## What you will do
Report all lines of the records that contain "nodes".

(Material for this exercise Opens)

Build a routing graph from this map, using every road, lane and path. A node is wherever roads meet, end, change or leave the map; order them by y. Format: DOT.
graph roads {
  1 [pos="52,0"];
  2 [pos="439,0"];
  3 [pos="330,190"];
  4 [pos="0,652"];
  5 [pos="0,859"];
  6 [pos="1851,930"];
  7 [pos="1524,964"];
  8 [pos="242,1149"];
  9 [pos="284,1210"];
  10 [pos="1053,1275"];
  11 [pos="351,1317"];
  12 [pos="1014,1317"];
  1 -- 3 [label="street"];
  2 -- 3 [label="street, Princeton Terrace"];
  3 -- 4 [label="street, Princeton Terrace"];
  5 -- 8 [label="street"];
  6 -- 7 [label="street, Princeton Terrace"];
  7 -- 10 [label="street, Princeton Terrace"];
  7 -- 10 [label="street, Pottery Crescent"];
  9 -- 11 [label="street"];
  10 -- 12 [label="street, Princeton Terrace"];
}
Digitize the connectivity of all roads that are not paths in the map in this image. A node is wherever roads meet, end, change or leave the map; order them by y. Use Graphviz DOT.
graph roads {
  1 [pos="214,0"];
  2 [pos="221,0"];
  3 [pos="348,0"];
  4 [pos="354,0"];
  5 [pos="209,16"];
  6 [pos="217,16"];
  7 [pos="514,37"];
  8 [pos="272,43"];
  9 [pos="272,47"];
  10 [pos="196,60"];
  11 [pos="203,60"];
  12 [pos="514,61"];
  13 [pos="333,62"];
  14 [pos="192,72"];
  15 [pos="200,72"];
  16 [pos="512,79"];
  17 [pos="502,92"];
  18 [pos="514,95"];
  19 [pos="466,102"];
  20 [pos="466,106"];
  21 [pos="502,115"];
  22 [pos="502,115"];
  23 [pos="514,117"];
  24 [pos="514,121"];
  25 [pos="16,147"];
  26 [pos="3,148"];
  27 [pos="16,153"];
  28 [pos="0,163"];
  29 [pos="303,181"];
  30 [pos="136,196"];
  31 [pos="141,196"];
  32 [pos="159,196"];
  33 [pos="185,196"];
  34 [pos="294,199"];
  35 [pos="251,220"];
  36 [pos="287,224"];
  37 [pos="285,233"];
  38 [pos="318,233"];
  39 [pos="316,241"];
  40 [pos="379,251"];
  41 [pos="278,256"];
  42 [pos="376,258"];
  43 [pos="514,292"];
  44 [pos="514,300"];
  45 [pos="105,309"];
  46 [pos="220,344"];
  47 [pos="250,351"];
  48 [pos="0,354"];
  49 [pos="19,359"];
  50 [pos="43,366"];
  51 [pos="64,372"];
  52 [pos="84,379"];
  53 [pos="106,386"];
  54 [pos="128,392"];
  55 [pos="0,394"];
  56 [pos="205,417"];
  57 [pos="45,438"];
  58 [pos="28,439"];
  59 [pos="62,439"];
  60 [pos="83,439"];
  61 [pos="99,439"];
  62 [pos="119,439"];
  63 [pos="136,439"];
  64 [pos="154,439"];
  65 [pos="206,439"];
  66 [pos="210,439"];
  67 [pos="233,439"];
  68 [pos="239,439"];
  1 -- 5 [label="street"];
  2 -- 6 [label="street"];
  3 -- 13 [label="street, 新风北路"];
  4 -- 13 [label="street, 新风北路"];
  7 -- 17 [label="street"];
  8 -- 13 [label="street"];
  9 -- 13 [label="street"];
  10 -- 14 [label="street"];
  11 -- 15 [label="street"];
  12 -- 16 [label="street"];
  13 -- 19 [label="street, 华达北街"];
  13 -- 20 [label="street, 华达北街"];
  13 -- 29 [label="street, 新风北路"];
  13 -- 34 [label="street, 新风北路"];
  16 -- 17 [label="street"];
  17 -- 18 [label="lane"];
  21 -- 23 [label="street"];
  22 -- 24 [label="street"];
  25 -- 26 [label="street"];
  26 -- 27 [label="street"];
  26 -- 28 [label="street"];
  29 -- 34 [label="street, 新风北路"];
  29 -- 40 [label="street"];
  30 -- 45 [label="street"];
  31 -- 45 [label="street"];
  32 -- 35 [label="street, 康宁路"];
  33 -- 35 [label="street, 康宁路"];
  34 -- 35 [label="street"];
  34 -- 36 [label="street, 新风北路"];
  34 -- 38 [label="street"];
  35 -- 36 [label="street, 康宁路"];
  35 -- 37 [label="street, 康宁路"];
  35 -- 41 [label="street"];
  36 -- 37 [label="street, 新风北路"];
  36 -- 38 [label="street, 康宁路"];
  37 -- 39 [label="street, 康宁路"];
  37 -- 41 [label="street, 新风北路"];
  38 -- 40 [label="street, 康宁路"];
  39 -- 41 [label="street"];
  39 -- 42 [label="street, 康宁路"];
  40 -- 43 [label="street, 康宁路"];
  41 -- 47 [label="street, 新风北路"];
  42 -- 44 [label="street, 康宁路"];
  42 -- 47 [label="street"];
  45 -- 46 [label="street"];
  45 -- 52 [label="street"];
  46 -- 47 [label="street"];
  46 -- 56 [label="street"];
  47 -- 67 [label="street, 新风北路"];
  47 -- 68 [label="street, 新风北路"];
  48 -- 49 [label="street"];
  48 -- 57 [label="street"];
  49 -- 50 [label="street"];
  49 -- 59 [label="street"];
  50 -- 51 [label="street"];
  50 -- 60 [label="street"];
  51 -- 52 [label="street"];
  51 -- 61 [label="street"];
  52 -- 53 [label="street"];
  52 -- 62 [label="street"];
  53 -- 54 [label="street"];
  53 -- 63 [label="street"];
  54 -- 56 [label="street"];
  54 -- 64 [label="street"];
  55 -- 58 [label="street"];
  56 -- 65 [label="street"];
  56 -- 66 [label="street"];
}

(Material for this exercise Closes)
(Material for this exercise Opens)

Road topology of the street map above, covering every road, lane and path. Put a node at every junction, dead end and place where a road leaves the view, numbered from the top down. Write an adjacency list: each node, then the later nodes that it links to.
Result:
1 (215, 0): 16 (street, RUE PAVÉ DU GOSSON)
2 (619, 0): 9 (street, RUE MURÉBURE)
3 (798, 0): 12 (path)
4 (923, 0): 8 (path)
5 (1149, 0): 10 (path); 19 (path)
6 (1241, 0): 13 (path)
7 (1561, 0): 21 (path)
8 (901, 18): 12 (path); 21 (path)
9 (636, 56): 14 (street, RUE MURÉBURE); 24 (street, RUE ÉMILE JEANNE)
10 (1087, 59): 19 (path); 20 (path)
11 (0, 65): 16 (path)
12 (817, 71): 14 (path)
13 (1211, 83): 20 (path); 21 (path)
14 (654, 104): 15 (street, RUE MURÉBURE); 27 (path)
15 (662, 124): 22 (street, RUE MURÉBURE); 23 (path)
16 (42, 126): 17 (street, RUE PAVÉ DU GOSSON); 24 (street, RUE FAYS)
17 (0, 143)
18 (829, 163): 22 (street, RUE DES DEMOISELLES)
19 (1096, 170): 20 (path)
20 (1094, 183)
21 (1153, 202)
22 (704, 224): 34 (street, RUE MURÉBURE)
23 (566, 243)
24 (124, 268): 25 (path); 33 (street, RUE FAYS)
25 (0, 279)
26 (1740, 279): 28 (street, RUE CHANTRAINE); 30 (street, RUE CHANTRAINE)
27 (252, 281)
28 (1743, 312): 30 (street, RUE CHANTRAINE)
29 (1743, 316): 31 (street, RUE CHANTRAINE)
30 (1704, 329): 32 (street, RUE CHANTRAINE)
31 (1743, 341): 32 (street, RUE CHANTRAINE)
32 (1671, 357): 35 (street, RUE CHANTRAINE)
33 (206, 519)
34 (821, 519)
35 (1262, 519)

(Material for this exercise Closes)
(Material for this exercise Opens)

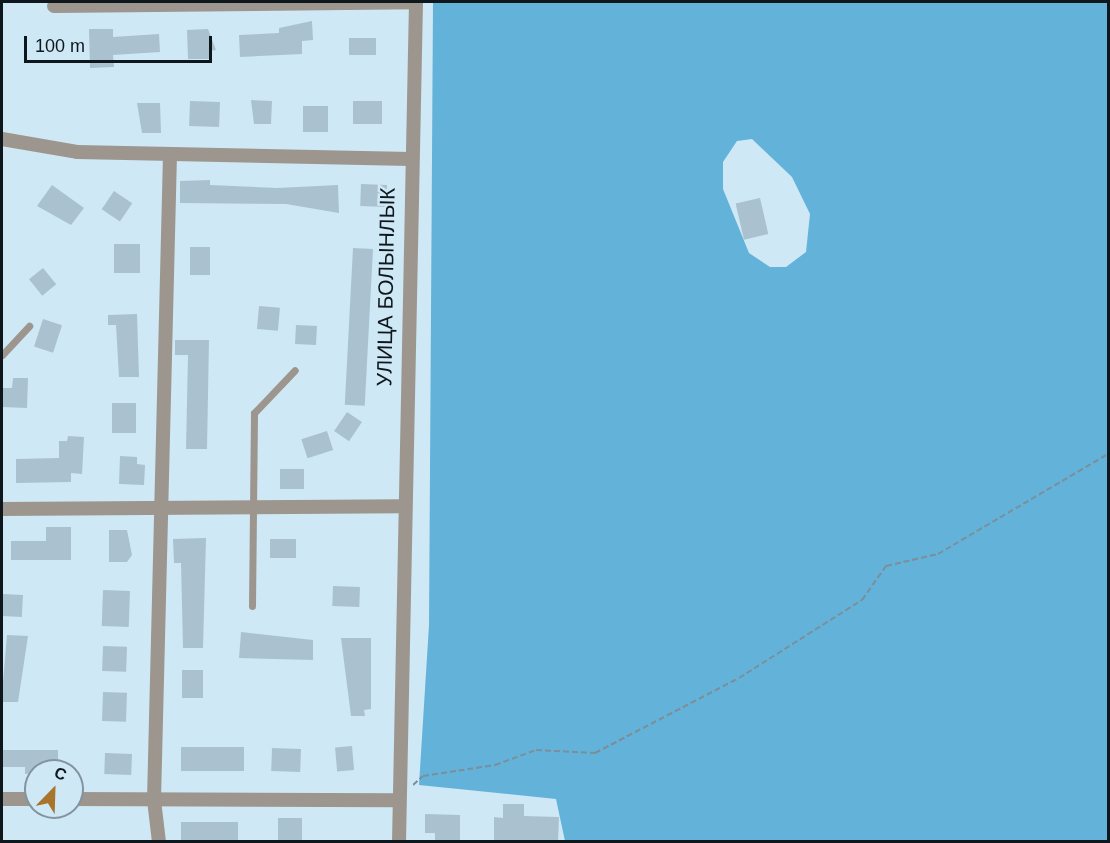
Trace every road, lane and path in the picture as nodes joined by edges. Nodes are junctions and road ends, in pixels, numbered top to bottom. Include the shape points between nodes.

(Material for this exercise Closes)

## Answer box
Road topology of the street map above, covering every road, lane and path. Put a node at every junction, dead end and place where a road leaves the view, numbered from the top down. Write an adjacency list: each node, then the later nodes that it links to.
Trace every road, lane and path in the picture as nodes joined by edges. Nodes are junctions and road ends, in pixels, numbered top to bottom. Include the shape points between nodes.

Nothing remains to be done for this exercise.